I am 44 years old. I have been in this industry for 26 years. I started on the trucks. I have spent the last decade and a half building software for the haulers I used to work alongside, and watching, from the inside, what happens to a customer-first software company when the cap table changes.
What I watched was extraction. Prices climb every year for reasons that never get explained. Payment rails take a piece of every transaction. Data becomes hostage the moment someone tries to leave. Contracts auto-renew quietly and exit through a tunnel. The industry tells haulers this is just how software works. I do not believe that anymore.
Waste PBC is how I am going to lead instead.
On terms that even I cannot unwind.
What this is
Waste PBC will be filed in Delaware as a Public Benefit Corporation. The entity has not been filed yet. The charter is being published before the filing, on purpose. The commitments need to live in public before there is a single customer, a single contract, or a single opportunity to soften them in private.
What is being built
Two products will sit under Waste PBC. Both are bound by the same charter.
Steward is software for roll-off and waste haulers. Billing, operations, the customer-facing portal, and the connective tissue that holds the day together. Built so the people running the business get real value out of it, and built so the company that owns it cannot turn around later and squeeze them for that value.
Klau is its sister product. Dispatch and route optimization for roll-off operators. Same charter. Same vendor portability. Same data-exit rights. Same posture.
Building in the open
This industry deserves software written with care, by people who understand the work, with a real obligation to deliver value. That obligation is hard to believe in if the work happens behind a curtain. So the work is going to happen in public.

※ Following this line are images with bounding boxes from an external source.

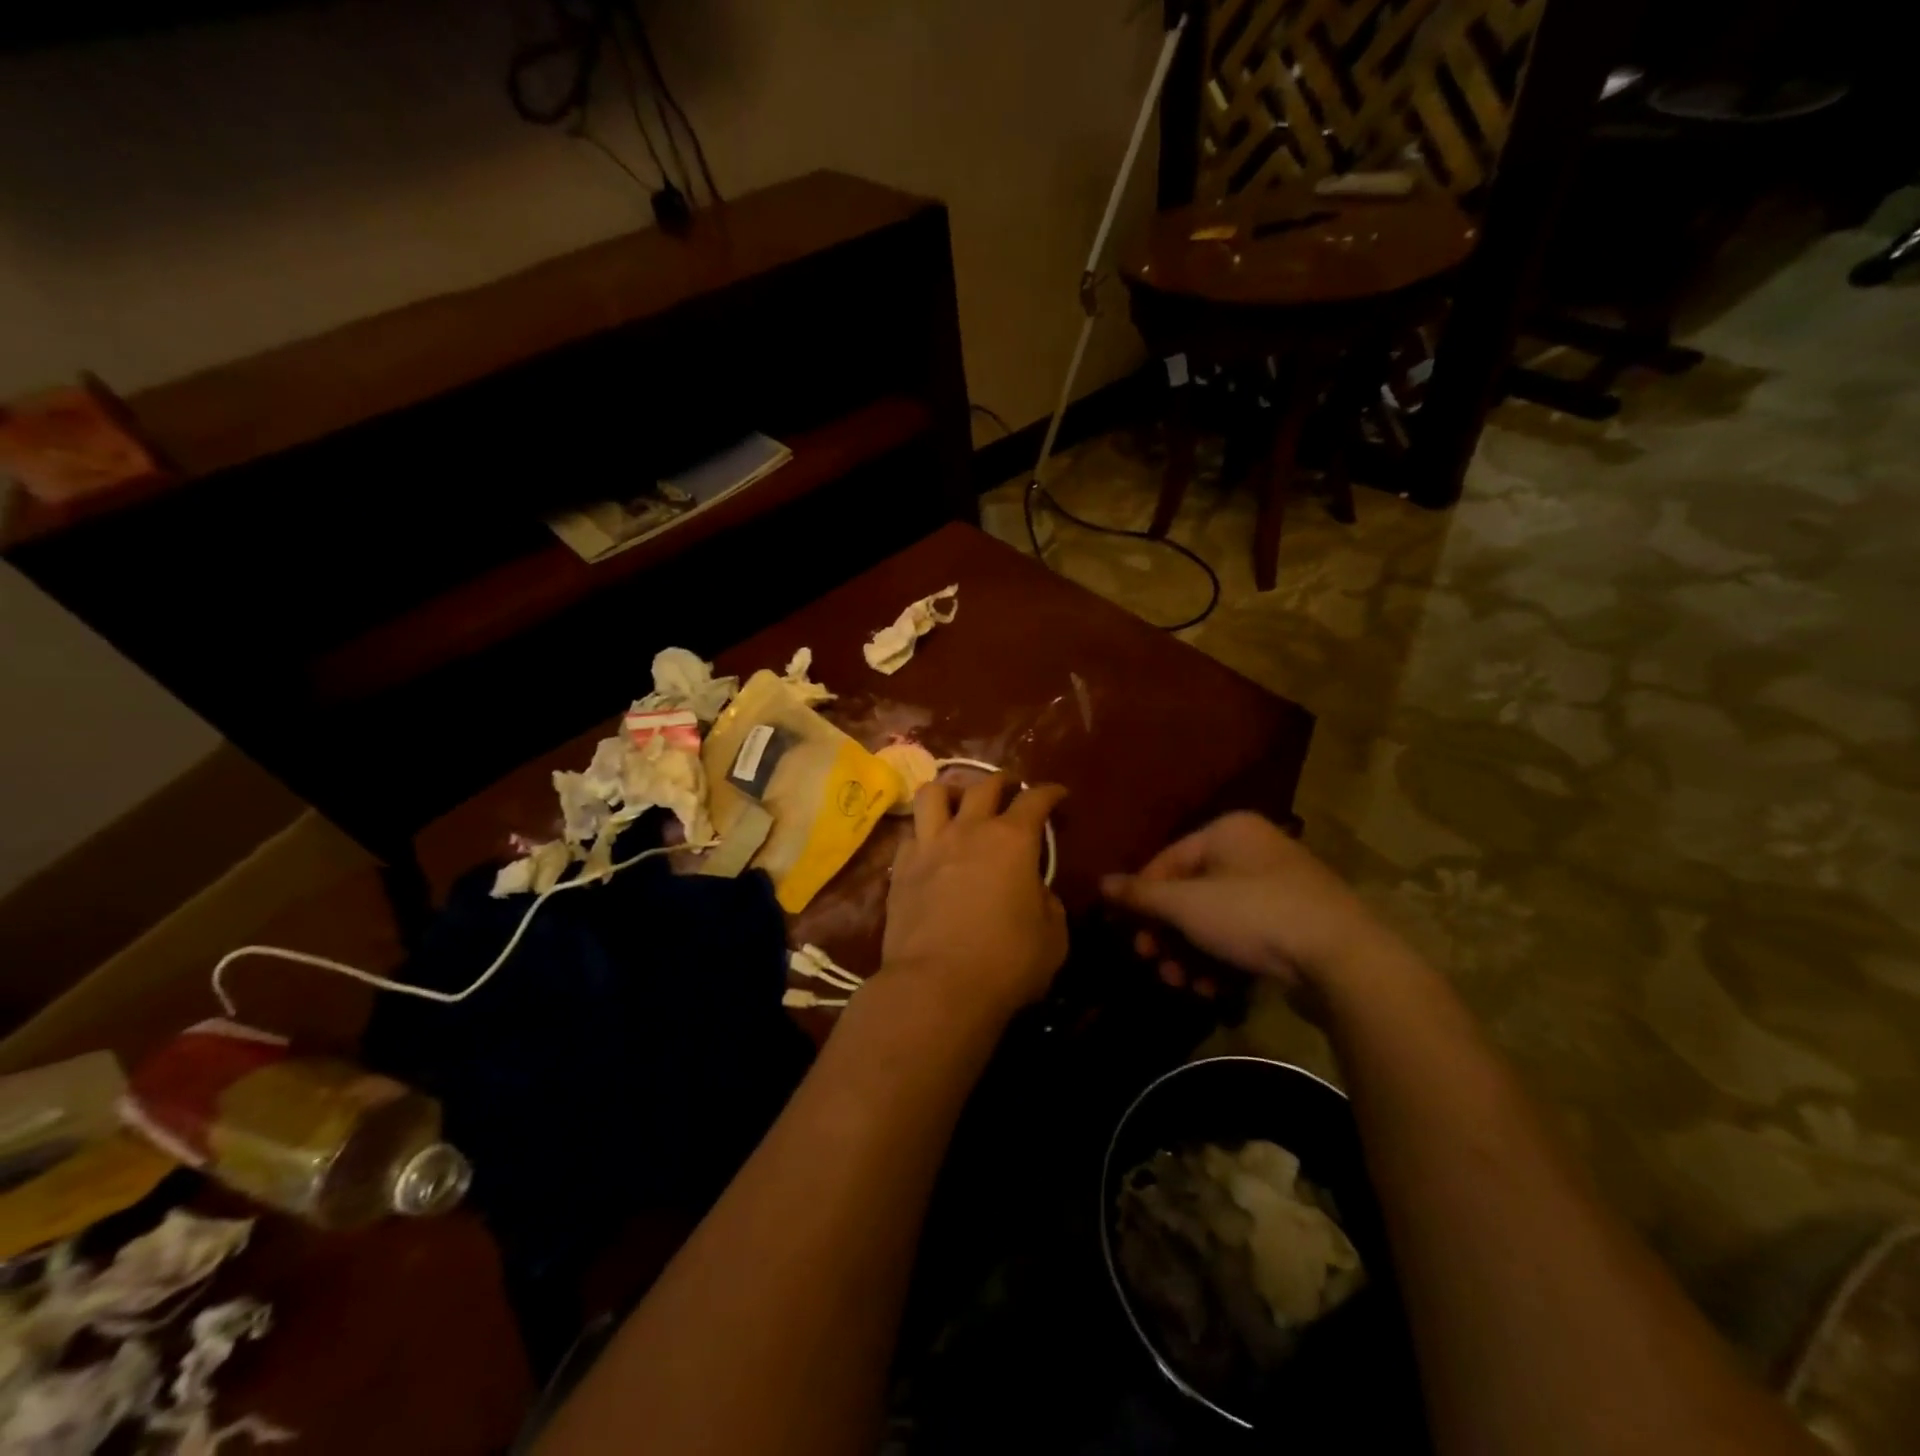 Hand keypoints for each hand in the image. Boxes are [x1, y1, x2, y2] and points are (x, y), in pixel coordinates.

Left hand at [880, 776, 1069, 1022]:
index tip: (1057, 794)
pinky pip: (910, 834)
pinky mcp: (900, 869)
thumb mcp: (1052, 936)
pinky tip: (931, 848)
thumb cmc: (1006, 962)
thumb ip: (1047, 903)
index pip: (1034, 799)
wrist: (937, 986)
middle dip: (1002, 781)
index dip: (1049, 792)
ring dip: (951, 791)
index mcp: (1012, 840)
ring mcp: (929, 846)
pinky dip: (924, 833)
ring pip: (932, 793)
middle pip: (983, 785)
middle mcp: (969, 830)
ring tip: (959, 803)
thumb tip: (1034, 891)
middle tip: (1010, 789)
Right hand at [1100, 812, 1391, 1011]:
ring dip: (1191, 954)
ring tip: (1182, 984)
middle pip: (1191, 893)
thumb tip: (1101, 883)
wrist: (1342, 958)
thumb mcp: (1185, 905)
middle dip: (1168, 934)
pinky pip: (1246, 936)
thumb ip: (1140, 894)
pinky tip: (1213, 990)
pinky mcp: (1297, 923)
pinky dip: (1224, 960)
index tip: (1130, 935)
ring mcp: (1280, 887)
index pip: (1167, 860)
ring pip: (1216, 919)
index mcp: (1228, 832)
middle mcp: (1254, 851)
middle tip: (1153, 964)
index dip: (1143, 899)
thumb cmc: (1252, 915) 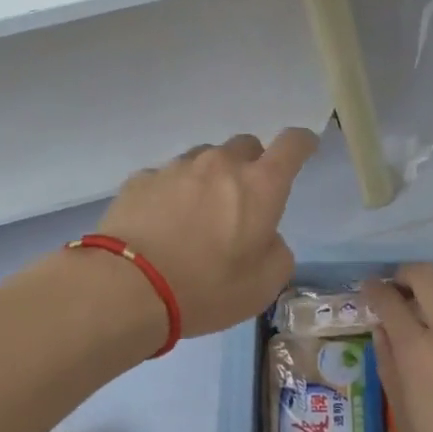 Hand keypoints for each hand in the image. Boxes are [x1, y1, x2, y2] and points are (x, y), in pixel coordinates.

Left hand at [95, 129, 319, 335]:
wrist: (128, 287)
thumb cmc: (206, 289)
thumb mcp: (263, 286)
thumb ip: (276, 252)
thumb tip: (265, 236)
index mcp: (259, 186)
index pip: (292, 144)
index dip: (302, 143)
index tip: (304, 147)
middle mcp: (220, 164)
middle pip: (246, 146)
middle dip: (250, 166)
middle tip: (242, 202)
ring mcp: (177, 167)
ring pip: (204, 160)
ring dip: (209, 179)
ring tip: (196, 217)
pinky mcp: (142, 178)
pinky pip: (167, 177)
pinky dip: (172, 194)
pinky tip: (161, 225)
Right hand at [369, 263, 432, 431]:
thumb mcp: (403, 414)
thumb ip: (389, 364)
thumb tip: (382, 330)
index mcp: (418, 352)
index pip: (389, 300)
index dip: (374, 289)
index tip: (369, 289)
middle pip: (425, 275)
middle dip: (405, 273)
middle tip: (399, 286)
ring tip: (432, 294) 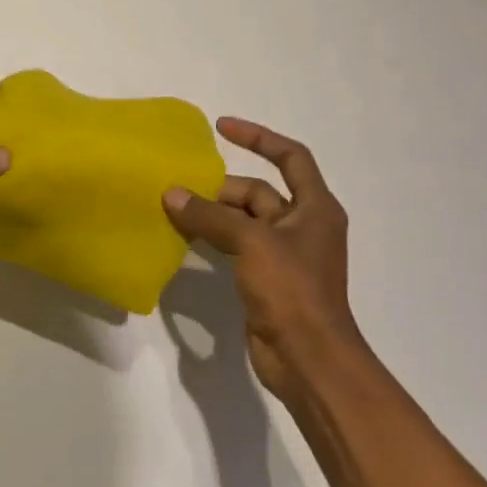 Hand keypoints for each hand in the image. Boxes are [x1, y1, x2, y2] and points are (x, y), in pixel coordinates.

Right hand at [163, 118, 364, 400]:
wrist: (308, 358)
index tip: (221, 128)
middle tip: (179, 189)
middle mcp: (302, 225)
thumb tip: (171, 194)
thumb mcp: (251, 243)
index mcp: (315, 207)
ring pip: (244, 221)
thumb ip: (210, 216)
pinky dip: (214, 239)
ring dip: (213, 214)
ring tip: (174, 209)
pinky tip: (185, 239)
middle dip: (220, 188)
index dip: (258, 137)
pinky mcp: (267, 279)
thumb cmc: (292, 290)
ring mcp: (284, 254)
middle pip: (258, 192)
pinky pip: (236, 247)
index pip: (290, 156) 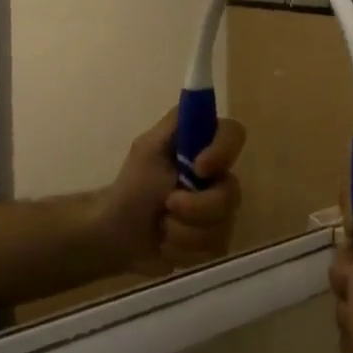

A public roadmap is part of that. Major milestones, what we are working on now, what we are holding off on, and the reasoning behind each. The first entries for Steward and Klau will be posted here on this site within the next few weeks, and kept current from there.
Why publish before incorporation
The cheapest moment to make a promise is after it is too late to keep it. The most expensive moment is right now, before there are customers to lose, revenue to protect, or investors to placate. Putting the commitments down in public today is how anyone can tell whether they are real. If the charter softens between this page and the filed certificate of incorporation, the softening will be visible in the diff.
The platform is in active development. Nothing here is for sale. This site exists so that anyone considering working with this effort, working for it, or working alongside it, can read what it stands for before there is anything else to look at.
The commitments will live in three places at once: the certificate of incorporation, the customer master agreement, and the software license. Any future attempt to remove them triggers the release of the source code under a strong copyleft license. There is no removal that does not arrive at the same outcome.